SDGsの14番「海の豊かさを守ろう」というゴールを、子どもたち自身で考えてもらうことが大事だと考え、さまざまなアイデアを出してもらいました。そこで行きついたのが、海の漂流物でアートを創るという企画です。

そうして開いた夏のアート展では、使いきれなかった材料や展示を終えた作品が残りました。すると子どもたちはまた自ら考え、廃材をリサイクルして秋のアート展の作品にするという企画が実現してしまいました。
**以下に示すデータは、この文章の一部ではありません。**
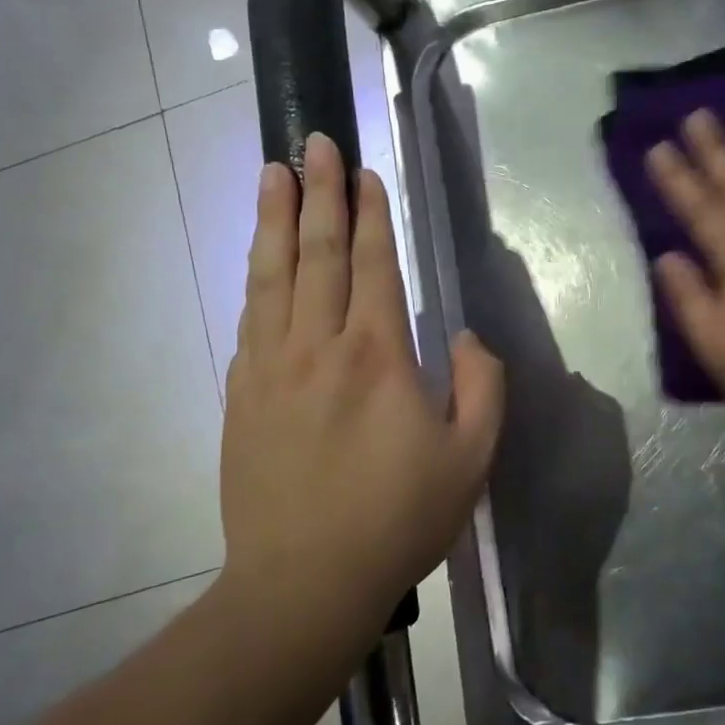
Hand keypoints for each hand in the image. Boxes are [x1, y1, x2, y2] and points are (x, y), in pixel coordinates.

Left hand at [219, 133, 503, 629]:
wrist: (304, 581)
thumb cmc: (398, 518)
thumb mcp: (471, 458)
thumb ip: (481, 385)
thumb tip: (464, 336)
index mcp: (379, 355)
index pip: (375, 265)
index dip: (371, 215)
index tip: (365, 172)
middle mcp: (320, 345)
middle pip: (318, 253)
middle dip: (318, 193)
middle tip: (312, 143)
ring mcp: (272, 367)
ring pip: (272, 275)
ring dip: (273, 218)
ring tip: (271, 172)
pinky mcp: (242, 394)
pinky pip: (250, 318)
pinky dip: (255, 276)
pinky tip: (257, 255)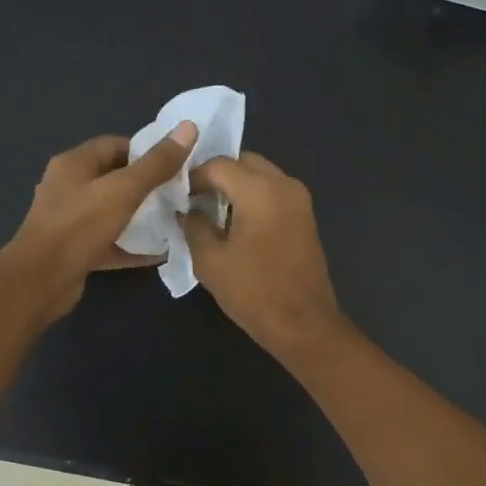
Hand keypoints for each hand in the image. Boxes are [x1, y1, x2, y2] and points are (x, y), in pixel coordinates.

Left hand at [6, 122, 197, 322]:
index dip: (146, 152)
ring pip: (112, 212)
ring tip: (173, 221)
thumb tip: (189, 127)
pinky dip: (132, 246)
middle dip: (147, 186)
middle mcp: (68, 187)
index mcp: (74, 164)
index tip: (175, 165)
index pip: (115, 145)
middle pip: (114, 179)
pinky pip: (110, 242)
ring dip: (140, 217)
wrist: (41, 280)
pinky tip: (159, 253)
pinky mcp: (76, 250)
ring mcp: (70, 220)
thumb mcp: (123, 190)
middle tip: (178, 194)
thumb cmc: (80, 226)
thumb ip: (157, 163)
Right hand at [182, 152, 342, 359]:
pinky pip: (275, 193)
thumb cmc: (253, 292)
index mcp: (260, 190)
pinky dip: (254, 198)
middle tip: (196, 201)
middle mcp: (284, 185)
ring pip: (262, 176)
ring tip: (214, 214)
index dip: (193, 177)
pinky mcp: (306, 217)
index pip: (219, 165)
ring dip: (237, 187)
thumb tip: (188, 211)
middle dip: (218, 176)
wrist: (303, 323)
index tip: (178, 197)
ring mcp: (300, 200)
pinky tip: (238, 225)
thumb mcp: (210, 261)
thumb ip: (194, 226)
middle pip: (244, 162)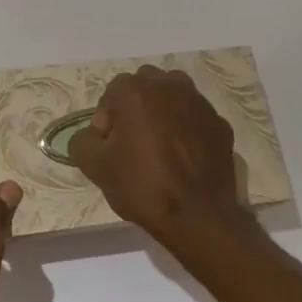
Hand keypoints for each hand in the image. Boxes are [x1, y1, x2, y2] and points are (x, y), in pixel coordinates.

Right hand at [73, 65, 252, 253]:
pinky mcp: (219, 122)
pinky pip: (194, 117)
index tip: (111, 150)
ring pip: (172, 96)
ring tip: (160, 147)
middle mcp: (168, 85)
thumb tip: (92, 136)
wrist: (199, 216)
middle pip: (142, 88)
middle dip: (134, 109)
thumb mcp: (95, 167)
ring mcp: (198, 102)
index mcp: (135, 90)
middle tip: (133, 145)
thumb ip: (82, 141)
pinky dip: (187, 129)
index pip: (110, 96)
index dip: (106, 123)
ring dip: (162, 112)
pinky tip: (184, 157)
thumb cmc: (143, 185)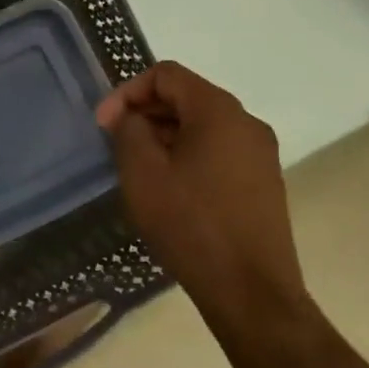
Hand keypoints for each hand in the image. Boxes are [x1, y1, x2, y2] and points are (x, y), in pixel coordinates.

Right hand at [95, 62, 306, 329]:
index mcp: (219, 110)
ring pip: (203, 125)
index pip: (166, 74)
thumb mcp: (143, 174)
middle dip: (146, 113)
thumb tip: (131, 118)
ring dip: (166, 135)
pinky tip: (172, 189)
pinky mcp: (264, 181)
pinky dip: (189, 155)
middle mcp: (246, 122)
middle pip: (187, 96)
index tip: (104, 125)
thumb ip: (129, 131)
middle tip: (117, 145)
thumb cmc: (191, 225)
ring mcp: (260, 153)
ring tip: (140, 169)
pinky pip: (219, 150)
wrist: (252, 293)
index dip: (127, 92)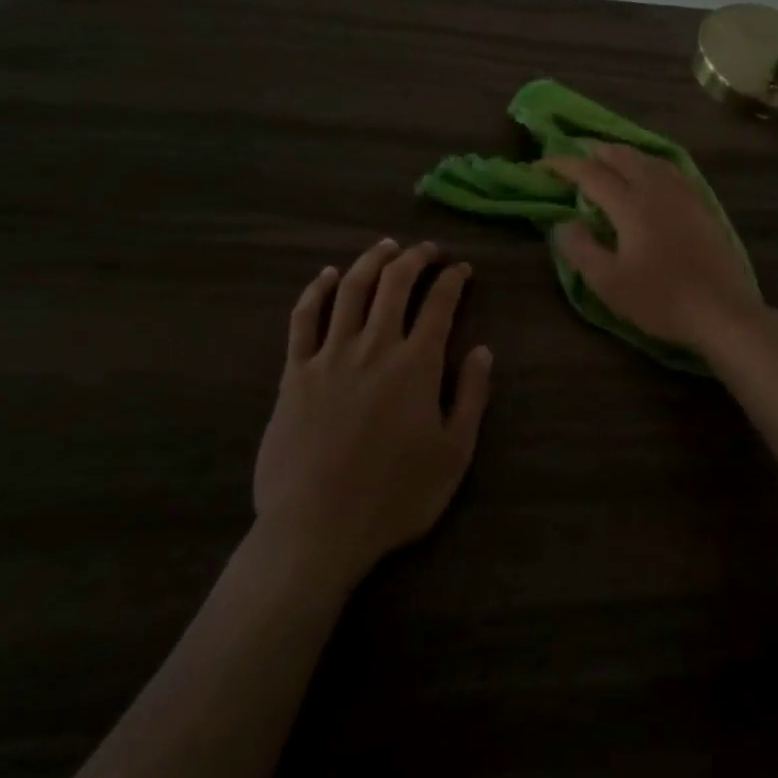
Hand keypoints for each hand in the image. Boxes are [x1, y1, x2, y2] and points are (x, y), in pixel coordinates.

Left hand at [252, 239, 492, 582]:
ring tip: (386, 247)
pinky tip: (327, 276)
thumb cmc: (394, 497)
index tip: (461, 269)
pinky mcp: (294, 373)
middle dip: (415, 258)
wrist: (316, 530)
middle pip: (394, 284)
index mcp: (416, 364)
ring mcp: (329, 356)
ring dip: (371, 261)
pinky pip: (304, 319)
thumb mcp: (453, 454)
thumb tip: (482, 350)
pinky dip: (316, 290)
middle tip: (427, 250)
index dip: (453, 279)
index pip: (439, 304)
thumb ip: (471, 397)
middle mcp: (374, 347)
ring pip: (351, 289)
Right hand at [541, 144, 763, 352]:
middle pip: (621, 156)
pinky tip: (649, 174)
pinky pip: (669, 169)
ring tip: (606, 159)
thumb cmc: (661, 300)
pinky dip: (648, 163)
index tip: (541, 165)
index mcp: (631, 204)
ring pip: (648, 159)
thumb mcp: (609, 283)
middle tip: (573, 156)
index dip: (563, 165)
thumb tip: (563, 223)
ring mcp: (683, 194)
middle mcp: (656, 189)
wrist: (722, 311)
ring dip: (621, 154)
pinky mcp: (701, 204)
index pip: (590, 173)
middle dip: (593, 151)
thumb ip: (580, 249)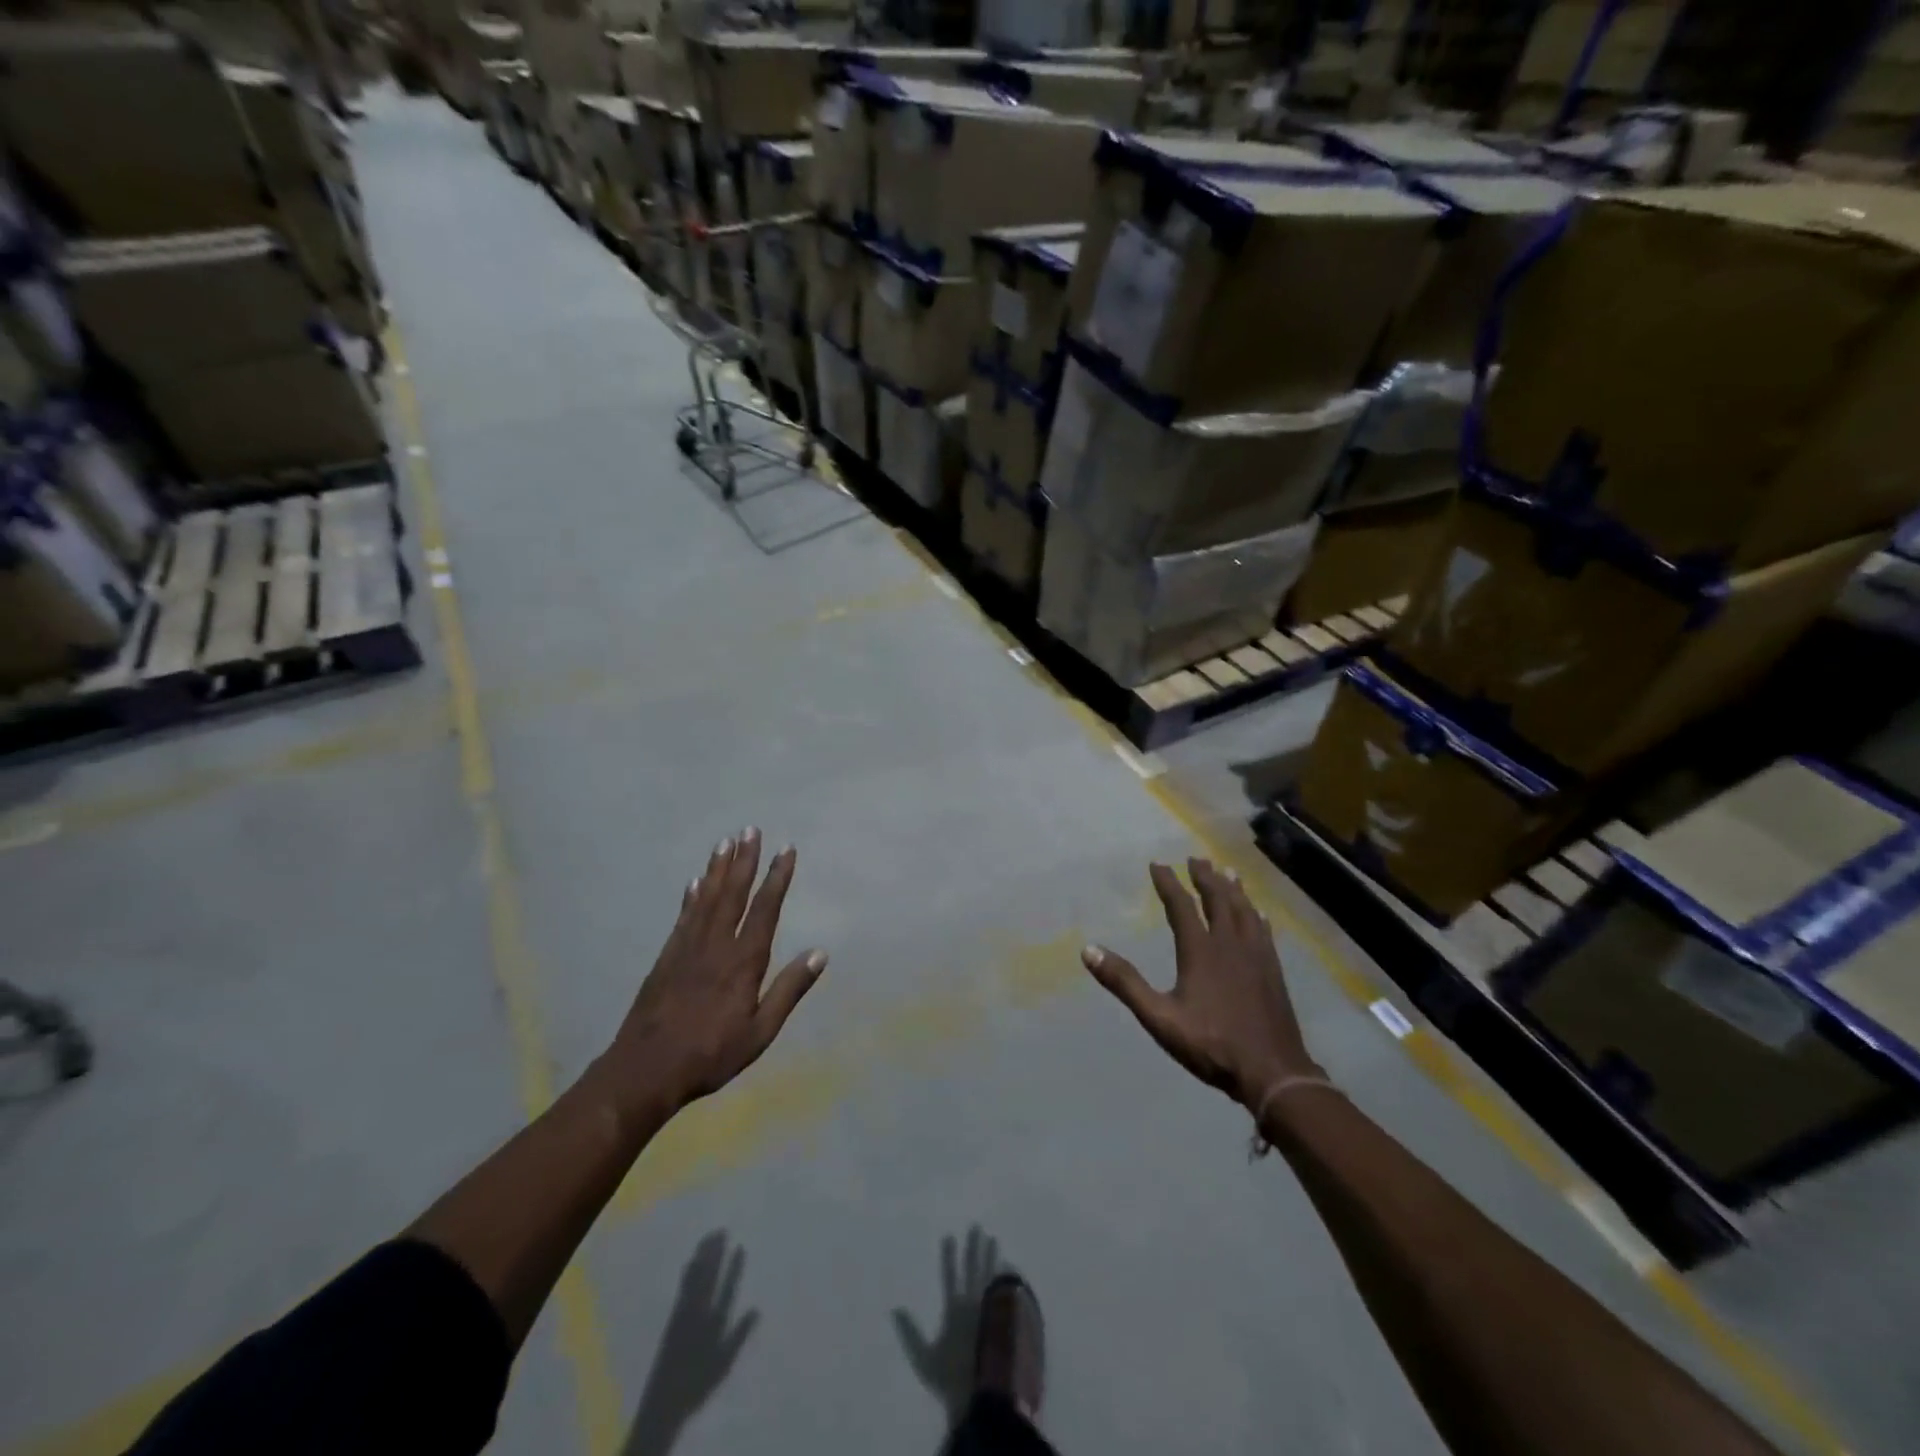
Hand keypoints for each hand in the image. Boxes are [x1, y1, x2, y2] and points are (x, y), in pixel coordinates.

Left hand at [598, 829, 825, 1117]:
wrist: (645, 1070)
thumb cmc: (710, 1054)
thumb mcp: (760, 1031)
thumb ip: (789, 990)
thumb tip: (820, 953)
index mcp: (743, 962)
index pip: (765, 910)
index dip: (777, 878)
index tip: (786, 849)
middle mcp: (716, 945)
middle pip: (733, 894)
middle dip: (745, 860)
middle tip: (751, 829)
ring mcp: (687, 948)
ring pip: (707, 898)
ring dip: (718, 869)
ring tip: (725, 842)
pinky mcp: (666, 957)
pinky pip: (683, 917)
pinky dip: (692, 896)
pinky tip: (695, 881)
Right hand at [892, 1226, 1002, 1420]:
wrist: (981, 1396)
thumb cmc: (950, 1379)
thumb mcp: (924, 1359)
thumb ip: (911, 1334)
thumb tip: (895, 1309)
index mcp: (954, 1310)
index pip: (950, 1276)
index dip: (949, 1256)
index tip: (950, 1236)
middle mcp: (973, 1304)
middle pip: (973, 1269)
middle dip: (974, 1247)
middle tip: (977, 1227)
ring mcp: (990, 1311)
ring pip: (991, 1276)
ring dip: (991, 1257)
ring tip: (994, 1239)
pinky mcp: (1003, 1321)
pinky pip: (1005, 1293)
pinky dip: (1005, 1279)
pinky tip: (1009, 1269)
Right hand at [1083, 859, 1319, 1108]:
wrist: (1274, 1072)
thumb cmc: (1212, 1045)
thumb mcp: (1159, 1018)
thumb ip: (1125, 983)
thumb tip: (1089, 950)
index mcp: (1200, 951)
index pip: (1182, 907)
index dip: (1169, 883)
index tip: (1158, 864)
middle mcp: (1229, 944)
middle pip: (1218, 900)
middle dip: (1205, 877)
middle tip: (1197, 858)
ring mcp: (1256, 957)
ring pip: (1244, 911)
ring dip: (1233, 889)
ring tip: (1228, 871)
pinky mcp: (1273, 971)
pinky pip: (1264, 932)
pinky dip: (1257, 915)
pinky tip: (1259, 913)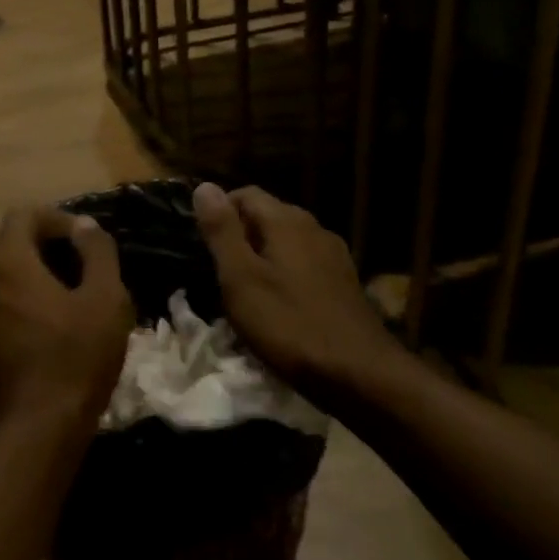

そんなことが実現するとは私も驚きましたが、SDGsにより子どもたちの生きる力が育まれることを実感した一件でした。
SDGsの取り組みには事業として発展する可能性も
近年、SDGsに取り組もうと考えている企業が増えています。これから介護福祉業界でSDGsを始めるなら、どのような点がポイントになるでしょうか?
経験上、私が一番のポイントだと思っているのが、17番の「パートナーシップで目標を達成しよう」です。たとえば弊社では、運営推進会議と呼ばれる会合で毎月、地域との対話を進めています。この会議に参加される自治会長や近隣住民の方々とオープンに話し合うことで、施設の方針を決めているのです。

病院や行政との連携も欠かせませんし、おいしい食事を提供すること1つとっても地元の生産者さんのご協力がなければ実現できません。介護福祉事業は、地域の手助けなしにSDGsの1から16番のどれも達成できないと思います。
ありがとうございます。では最後に、これからの展望について教えてください。
SDGsの取り組みは自社の企業価値を高めるだけでなく、事業として拡大していく可能性を持っていると思います。たとえば弊社では、介護事業で提供している食事の総量が増えてきましたので、2022年4月にセントラルキッチンを作りました。そこで作った食事は、お弁当や宅配食の形で地域の方にもご提供していきます。最終的には、規格外の野菜など地場の生産物を活用し、おいしい食事にして地域の方に還元するというフードロスの仕組みを完成していきたいと思います。

また、人手不足は地域の中小企業のみなさんにとって共通の課題です。地域の中に人材採用から人材育成、人材マッチングまで担える企業の連合体を作れないかと画策しています。そのとき、SDGsに取り組む企業同士であれば、協業がうまくいきやすいと思います。SDGsを起点とするパートナーシップで事業を進歩させる視点が、中小企業の武器になるのではないでしょうか。